Madam, – Minister for Transport Noel Dempsey’s decision not to fund road repairs following the recent bad weather may well prove to be an inspired one. The good road had been singularly responsible for the decline in the quality of Irish culture.
The rough, broken and pot-holed road, had for generations been the backbone of the high reel, jig and polka. Their ebbs and flows mirroring the musician’s journey to the dance hall. In the days before AA Roadwatch, a mere listen to the mighty Kilfenora Céilí Band told the listener of the bumps, the humps and the dips on the road to Co Clare.

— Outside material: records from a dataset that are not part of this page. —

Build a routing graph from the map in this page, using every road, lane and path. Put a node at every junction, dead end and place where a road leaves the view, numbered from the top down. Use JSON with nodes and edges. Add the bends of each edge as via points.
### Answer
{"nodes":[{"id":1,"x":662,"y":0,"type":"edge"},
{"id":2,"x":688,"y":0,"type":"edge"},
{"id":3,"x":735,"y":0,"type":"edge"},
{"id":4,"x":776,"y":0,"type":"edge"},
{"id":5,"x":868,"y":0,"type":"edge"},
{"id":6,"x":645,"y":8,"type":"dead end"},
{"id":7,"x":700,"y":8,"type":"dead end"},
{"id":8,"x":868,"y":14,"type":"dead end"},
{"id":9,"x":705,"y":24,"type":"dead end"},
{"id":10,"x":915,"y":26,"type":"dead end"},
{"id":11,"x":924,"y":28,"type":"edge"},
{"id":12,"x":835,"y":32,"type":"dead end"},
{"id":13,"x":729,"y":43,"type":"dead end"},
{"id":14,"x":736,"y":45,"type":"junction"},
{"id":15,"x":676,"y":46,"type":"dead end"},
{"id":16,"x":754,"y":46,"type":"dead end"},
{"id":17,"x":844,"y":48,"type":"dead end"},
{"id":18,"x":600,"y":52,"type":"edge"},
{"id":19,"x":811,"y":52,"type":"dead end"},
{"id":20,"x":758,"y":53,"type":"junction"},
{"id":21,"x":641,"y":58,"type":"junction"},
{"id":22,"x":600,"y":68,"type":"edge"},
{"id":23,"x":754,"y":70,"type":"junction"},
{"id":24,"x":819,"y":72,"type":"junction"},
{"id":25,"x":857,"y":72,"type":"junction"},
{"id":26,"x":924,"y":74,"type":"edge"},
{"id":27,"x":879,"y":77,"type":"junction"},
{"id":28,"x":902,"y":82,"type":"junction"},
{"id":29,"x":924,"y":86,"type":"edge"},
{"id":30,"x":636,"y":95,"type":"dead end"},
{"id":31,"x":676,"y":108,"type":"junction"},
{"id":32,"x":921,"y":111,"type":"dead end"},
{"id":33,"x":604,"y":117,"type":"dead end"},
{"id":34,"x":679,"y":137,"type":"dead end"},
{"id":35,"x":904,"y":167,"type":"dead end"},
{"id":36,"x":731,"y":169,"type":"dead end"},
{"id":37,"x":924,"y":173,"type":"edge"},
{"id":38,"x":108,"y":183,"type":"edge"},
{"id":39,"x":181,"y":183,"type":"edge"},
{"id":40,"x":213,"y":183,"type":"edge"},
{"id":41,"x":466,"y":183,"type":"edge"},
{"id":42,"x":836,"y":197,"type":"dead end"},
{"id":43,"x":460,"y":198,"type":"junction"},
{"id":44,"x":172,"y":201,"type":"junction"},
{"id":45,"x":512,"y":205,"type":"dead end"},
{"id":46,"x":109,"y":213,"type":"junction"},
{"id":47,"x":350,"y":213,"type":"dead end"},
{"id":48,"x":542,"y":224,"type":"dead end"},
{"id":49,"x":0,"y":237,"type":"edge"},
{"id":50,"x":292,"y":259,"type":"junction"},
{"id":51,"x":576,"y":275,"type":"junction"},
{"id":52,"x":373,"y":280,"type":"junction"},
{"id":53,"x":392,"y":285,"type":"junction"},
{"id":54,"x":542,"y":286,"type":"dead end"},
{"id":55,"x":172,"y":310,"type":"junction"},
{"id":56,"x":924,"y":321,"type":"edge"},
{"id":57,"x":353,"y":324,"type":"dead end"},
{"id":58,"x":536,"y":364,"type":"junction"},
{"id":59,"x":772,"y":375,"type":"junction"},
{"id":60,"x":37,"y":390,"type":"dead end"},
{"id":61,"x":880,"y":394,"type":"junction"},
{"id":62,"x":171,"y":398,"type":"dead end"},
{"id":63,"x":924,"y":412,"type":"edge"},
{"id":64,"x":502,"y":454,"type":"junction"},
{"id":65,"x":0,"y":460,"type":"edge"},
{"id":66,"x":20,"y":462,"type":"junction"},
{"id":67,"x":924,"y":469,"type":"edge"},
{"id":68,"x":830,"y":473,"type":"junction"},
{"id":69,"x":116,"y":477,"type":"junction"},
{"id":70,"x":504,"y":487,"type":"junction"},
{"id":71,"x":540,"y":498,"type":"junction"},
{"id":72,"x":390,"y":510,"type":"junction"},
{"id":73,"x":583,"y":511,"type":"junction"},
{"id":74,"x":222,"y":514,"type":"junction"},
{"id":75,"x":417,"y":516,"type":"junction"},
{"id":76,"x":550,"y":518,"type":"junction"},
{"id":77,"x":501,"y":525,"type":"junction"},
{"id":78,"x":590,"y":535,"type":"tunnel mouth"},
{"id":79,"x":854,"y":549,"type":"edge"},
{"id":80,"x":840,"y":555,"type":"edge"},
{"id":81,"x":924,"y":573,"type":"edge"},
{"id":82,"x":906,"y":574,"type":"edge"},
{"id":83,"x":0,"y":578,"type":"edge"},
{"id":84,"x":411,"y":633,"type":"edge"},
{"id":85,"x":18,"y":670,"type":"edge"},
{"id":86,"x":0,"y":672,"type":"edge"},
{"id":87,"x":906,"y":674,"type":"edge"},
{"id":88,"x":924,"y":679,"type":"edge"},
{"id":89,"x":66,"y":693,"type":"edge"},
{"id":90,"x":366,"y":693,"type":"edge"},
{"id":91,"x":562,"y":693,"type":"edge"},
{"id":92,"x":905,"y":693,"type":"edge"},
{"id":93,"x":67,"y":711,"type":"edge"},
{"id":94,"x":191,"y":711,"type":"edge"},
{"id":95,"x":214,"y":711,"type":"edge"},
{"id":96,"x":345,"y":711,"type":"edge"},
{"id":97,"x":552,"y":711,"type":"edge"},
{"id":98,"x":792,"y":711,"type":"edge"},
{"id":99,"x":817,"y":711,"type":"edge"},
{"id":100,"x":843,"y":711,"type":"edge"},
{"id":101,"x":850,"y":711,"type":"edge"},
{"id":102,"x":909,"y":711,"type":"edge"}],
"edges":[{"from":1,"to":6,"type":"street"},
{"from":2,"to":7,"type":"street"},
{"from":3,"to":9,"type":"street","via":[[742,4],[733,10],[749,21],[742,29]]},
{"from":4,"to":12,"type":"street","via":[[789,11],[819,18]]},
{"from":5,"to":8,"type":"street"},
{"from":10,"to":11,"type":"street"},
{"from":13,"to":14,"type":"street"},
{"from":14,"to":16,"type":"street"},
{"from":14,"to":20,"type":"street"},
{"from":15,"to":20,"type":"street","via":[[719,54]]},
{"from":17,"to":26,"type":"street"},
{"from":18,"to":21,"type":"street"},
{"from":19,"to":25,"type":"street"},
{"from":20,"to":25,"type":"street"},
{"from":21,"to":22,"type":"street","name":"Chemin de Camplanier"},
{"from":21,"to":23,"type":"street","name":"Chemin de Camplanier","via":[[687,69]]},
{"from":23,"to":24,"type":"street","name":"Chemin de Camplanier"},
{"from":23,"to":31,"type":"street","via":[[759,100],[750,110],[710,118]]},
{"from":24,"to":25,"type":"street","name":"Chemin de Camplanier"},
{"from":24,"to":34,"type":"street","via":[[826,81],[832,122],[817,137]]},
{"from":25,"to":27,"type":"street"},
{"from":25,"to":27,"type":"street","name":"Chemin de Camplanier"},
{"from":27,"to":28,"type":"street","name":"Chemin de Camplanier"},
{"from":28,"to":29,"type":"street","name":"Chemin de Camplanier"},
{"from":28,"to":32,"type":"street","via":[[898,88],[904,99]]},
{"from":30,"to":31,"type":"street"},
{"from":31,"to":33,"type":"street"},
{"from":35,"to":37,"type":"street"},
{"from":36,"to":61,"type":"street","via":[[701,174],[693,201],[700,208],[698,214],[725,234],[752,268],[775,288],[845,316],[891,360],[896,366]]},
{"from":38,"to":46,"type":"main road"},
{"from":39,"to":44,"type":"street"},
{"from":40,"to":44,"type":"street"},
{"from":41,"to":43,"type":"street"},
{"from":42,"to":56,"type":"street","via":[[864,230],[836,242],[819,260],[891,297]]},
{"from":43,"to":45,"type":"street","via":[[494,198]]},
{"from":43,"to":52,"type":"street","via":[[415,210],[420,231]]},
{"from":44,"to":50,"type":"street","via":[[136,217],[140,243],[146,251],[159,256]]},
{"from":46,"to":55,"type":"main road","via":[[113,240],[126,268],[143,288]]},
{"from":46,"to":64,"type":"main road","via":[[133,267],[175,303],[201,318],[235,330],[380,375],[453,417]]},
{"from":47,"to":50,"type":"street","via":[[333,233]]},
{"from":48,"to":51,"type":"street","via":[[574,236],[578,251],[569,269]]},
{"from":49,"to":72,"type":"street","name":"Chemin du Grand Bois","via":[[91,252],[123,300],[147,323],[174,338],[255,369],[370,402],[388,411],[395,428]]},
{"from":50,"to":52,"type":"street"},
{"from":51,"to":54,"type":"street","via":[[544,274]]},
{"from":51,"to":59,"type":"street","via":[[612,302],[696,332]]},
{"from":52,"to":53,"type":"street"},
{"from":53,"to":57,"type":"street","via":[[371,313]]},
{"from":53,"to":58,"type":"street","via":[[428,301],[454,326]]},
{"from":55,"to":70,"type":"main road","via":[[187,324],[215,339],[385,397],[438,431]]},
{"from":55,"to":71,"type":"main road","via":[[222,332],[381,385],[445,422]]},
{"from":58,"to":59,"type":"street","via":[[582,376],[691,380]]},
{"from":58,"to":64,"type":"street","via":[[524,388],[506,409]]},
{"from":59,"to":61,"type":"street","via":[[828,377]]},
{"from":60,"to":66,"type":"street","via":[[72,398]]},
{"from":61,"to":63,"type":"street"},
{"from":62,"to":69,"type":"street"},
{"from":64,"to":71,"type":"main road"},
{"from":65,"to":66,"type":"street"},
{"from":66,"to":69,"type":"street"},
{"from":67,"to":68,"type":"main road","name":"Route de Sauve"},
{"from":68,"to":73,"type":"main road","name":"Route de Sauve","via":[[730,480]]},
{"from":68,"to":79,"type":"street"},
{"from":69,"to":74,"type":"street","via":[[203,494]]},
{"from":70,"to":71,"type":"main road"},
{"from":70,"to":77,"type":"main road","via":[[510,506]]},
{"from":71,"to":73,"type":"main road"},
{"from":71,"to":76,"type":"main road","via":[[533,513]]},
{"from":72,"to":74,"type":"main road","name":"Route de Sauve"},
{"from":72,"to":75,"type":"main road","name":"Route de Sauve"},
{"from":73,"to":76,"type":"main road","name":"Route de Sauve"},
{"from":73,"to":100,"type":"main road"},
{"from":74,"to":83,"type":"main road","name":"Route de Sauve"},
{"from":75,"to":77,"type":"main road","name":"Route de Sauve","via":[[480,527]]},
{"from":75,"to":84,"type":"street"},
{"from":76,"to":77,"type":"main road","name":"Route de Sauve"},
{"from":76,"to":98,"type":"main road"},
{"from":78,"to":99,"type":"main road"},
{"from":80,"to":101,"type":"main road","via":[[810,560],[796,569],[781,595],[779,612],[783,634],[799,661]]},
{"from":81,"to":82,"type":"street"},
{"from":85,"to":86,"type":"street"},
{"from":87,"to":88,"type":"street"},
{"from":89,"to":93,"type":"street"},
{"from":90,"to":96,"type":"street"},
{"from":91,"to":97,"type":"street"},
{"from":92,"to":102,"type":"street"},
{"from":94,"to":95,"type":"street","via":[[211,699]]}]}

Yet at the height of the Celtic Tiger, bands such as The Corrs became pampered with their good roads to Dundalk and beyond.
This so-called infrastructural change directly influenced music so bland that the fiddle became the most common instrument on MTV. Duke Ellington had taken the A Train, Nat King Cole drove Route 66 and Chuck Berry was happy with no particular place to go, yet all presented the most fantastic soundscapes. There is a lot more poetry in The Rocky Road to Dublin than proceeding to Junction 1 of the M50 and merging with the N1.
It was Flann O’Brien in The Third Policeman who noted the dignified and generous nature of our old roads, “going out of their way to visit villages that no one else would bother with”. That was when roads had personalities like “The Long Mile”, “The Strawberry Beds” or the evocative “Raglan Road”.
Now, in a dyslexic nightmare it’s all M50, M7 or the R415 formally known as the Old Bog Road.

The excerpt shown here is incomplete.